BEGIN Input data
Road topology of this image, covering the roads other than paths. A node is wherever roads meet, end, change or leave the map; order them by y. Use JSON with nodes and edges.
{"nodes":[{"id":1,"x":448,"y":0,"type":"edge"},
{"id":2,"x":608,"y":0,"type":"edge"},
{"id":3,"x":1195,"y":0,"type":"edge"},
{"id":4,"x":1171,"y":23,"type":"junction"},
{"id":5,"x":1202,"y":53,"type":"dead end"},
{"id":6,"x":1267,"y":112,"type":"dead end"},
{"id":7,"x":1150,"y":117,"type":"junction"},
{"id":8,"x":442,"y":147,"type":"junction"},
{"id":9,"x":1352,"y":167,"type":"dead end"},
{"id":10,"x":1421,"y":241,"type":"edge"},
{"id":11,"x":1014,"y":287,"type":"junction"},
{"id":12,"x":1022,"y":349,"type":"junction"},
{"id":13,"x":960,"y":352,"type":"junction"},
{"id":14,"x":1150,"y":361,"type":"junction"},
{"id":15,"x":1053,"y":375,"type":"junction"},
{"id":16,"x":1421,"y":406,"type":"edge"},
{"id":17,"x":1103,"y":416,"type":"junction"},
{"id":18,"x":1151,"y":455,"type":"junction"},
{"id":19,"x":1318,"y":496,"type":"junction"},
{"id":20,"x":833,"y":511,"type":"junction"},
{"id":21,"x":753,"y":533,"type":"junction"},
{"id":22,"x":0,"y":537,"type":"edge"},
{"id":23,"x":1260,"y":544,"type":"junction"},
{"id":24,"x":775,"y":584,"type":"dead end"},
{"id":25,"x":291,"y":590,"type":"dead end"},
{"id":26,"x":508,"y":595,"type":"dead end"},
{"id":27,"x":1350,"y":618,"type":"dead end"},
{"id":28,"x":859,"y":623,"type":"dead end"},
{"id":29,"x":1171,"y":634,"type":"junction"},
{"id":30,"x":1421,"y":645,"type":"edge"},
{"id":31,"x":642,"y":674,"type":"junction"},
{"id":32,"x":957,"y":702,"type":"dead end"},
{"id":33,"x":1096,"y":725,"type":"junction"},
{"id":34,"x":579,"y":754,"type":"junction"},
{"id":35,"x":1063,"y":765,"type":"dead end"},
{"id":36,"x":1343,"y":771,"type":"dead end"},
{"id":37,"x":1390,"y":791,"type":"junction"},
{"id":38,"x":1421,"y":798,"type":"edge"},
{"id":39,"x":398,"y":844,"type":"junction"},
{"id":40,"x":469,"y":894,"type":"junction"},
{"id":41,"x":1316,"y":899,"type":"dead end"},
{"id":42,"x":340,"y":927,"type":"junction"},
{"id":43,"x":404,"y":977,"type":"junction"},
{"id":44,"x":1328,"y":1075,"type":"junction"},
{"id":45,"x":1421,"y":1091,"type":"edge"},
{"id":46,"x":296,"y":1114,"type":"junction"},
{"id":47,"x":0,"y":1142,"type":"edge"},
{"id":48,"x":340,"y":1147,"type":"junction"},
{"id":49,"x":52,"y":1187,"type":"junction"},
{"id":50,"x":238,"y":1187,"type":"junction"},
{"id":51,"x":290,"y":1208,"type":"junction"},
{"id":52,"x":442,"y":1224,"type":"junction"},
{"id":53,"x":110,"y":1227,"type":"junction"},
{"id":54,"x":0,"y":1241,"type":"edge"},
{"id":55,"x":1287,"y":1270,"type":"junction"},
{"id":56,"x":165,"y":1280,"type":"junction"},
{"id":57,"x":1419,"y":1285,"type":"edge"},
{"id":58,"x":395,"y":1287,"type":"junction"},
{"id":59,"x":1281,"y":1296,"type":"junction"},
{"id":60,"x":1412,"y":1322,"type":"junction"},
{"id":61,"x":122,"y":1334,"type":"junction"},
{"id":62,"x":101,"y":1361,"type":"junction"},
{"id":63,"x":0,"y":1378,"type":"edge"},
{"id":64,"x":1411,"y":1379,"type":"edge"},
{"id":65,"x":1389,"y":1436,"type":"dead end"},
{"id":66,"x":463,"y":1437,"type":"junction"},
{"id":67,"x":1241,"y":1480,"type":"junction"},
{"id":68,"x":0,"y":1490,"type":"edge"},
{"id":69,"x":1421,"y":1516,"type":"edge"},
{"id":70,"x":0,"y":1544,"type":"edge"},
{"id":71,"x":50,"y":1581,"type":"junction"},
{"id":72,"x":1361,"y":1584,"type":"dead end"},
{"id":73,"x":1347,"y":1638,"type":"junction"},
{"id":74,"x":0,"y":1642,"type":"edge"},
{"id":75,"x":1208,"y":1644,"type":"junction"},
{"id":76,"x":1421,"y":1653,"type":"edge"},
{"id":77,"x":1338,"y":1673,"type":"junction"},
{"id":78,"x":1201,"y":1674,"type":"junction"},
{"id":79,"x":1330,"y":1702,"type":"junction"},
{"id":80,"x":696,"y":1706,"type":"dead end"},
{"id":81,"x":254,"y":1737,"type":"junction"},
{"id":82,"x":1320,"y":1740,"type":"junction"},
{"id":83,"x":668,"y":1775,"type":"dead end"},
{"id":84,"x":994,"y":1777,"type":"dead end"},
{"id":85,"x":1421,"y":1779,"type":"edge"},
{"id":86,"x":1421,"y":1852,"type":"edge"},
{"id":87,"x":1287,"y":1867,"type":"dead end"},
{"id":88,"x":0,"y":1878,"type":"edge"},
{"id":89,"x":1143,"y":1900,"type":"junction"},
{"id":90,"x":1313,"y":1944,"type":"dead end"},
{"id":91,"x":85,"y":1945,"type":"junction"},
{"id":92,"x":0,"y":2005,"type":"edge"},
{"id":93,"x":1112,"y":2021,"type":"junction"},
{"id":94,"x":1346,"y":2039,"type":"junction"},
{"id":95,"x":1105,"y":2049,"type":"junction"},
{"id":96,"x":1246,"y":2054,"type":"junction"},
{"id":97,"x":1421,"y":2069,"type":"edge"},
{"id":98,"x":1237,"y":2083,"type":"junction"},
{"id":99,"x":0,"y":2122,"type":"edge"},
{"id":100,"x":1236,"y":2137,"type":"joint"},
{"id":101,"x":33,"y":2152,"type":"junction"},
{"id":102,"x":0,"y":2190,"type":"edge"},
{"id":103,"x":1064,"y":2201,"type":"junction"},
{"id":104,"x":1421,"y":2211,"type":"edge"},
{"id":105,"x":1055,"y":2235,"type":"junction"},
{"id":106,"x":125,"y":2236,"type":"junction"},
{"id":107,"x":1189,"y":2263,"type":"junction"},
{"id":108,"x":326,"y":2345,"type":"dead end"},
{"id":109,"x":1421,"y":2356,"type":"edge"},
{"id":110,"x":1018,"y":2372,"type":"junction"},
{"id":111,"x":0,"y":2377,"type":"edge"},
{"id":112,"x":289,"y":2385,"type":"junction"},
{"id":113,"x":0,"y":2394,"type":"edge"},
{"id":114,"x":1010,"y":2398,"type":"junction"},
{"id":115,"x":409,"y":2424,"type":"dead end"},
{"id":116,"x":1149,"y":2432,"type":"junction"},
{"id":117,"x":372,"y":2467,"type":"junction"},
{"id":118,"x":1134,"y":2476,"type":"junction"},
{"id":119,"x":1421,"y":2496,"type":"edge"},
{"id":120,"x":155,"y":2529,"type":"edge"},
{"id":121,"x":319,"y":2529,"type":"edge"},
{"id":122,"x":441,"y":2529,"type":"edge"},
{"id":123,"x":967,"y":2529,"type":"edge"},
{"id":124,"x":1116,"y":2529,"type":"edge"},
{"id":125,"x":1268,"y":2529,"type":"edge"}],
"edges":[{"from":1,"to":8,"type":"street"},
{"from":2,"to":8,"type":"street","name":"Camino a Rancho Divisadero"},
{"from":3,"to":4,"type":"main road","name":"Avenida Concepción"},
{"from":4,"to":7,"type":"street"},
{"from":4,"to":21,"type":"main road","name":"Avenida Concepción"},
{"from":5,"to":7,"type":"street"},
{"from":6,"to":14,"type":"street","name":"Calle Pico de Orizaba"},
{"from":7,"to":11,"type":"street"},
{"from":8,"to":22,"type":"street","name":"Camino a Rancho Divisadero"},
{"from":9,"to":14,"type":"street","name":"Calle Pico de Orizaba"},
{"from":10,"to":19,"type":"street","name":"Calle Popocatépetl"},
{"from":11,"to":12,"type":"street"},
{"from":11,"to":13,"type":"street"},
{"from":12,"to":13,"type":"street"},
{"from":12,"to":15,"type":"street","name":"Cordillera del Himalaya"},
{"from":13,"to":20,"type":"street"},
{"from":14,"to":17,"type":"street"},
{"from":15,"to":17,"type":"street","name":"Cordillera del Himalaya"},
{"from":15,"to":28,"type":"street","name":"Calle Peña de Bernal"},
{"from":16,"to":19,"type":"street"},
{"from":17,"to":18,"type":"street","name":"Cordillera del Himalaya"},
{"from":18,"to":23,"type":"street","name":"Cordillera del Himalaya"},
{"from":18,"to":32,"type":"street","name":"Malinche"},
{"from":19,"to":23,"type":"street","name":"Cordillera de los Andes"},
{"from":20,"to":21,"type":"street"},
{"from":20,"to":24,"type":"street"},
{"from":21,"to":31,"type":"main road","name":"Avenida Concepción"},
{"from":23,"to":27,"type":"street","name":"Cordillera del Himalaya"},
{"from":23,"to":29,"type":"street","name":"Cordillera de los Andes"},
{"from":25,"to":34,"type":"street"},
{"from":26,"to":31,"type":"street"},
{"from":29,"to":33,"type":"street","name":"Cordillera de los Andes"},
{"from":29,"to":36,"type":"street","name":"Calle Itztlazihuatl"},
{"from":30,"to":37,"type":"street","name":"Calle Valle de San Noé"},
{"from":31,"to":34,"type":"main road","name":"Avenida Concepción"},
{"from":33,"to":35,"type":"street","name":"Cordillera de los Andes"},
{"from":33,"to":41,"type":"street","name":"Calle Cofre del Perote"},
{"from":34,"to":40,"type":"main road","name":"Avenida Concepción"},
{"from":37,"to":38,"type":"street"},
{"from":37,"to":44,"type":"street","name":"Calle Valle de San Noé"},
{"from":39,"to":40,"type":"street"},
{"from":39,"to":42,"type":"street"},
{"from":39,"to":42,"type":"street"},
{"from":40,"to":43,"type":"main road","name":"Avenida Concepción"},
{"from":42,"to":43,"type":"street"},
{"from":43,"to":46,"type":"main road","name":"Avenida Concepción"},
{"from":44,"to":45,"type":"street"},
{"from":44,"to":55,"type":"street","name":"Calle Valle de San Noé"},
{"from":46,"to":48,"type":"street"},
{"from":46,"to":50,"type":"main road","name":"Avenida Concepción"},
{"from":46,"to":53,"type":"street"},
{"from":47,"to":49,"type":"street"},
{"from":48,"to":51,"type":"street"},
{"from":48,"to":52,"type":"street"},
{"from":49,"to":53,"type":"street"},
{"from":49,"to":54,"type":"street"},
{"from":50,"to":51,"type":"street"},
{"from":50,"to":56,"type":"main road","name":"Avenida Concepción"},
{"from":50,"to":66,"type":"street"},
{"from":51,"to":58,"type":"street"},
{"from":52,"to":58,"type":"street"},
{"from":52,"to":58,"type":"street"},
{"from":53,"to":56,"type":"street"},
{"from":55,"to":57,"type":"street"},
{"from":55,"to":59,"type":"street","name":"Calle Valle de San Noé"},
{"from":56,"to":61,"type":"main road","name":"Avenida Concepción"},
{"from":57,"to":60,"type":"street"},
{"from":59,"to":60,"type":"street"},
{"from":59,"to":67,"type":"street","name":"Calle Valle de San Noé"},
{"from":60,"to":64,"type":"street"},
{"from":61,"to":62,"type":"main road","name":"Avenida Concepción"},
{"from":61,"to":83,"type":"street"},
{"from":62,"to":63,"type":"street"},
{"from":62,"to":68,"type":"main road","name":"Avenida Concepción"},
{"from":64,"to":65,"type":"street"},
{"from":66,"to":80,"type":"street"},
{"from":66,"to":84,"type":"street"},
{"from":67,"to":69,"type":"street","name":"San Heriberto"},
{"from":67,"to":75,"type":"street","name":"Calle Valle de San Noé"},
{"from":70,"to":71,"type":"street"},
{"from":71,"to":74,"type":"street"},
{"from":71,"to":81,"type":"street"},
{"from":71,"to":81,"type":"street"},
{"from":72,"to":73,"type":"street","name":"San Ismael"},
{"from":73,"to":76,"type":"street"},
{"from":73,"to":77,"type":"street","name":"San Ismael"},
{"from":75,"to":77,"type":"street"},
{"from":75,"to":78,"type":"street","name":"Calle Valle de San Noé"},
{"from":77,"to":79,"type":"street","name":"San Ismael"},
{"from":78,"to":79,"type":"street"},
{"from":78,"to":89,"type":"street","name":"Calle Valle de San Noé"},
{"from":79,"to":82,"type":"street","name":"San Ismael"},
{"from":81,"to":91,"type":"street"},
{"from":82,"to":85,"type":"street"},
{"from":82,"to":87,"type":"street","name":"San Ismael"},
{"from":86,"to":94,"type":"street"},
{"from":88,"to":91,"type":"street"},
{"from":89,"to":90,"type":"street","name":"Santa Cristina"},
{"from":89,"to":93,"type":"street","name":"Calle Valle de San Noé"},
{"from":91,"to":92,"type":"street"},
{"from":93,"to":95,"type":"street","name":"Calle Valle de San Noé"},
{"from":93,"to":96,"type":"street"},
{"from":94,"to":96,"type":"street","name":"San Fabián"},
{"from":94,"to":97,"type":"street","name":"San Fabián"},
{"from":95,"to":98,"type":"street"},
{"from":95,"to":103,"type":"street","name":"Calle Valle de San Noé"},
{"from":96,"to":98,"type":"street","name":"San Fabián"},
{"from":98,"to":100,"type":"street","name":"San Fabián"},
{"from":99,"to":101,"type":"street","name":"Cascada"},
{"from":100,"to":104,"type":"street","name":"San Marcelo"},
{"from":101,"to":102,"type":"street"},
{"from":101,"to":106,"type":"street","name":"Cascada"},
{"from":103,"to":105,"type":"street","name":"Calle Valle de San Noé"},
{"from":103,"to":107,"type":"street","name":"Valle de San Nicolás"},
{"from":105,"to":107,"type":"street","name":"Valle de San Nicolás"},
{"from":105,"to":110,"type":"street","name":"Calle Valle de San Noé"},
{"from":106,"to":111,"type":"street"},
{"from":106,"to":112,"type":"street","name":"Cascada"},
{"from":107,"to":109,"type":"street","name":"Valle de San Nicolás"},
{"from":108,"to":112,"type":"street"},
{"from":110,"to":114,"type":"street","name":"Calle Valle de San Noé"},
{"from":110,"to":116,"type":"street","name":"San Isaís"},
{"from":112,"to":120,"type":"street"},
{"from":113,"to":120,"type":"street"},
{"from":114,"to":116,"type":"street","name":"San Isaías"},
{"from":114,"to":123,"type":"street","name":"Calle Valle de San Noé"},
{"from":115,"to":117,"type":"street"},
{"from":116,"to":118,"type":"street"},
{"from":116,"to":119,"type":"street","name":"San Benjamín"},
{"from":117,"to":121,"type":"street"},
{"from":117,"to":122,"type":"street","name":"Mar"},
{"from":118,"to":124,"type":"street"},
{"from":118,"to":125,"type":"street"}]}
END Input data
- _Problem to work on_: Return each line of the preceding material in which "Nicolás" can be found.

- _Answer to the exercise_:
{"from":103,"to":107,"type":"street","name":"Valle de San Nicolás"},
{"from":105,"to":107,"type":"street","name":"Valle de San Nicolás"},
{"from":107,"to":109,"type":"street","name":"Valle de San Nicolás"},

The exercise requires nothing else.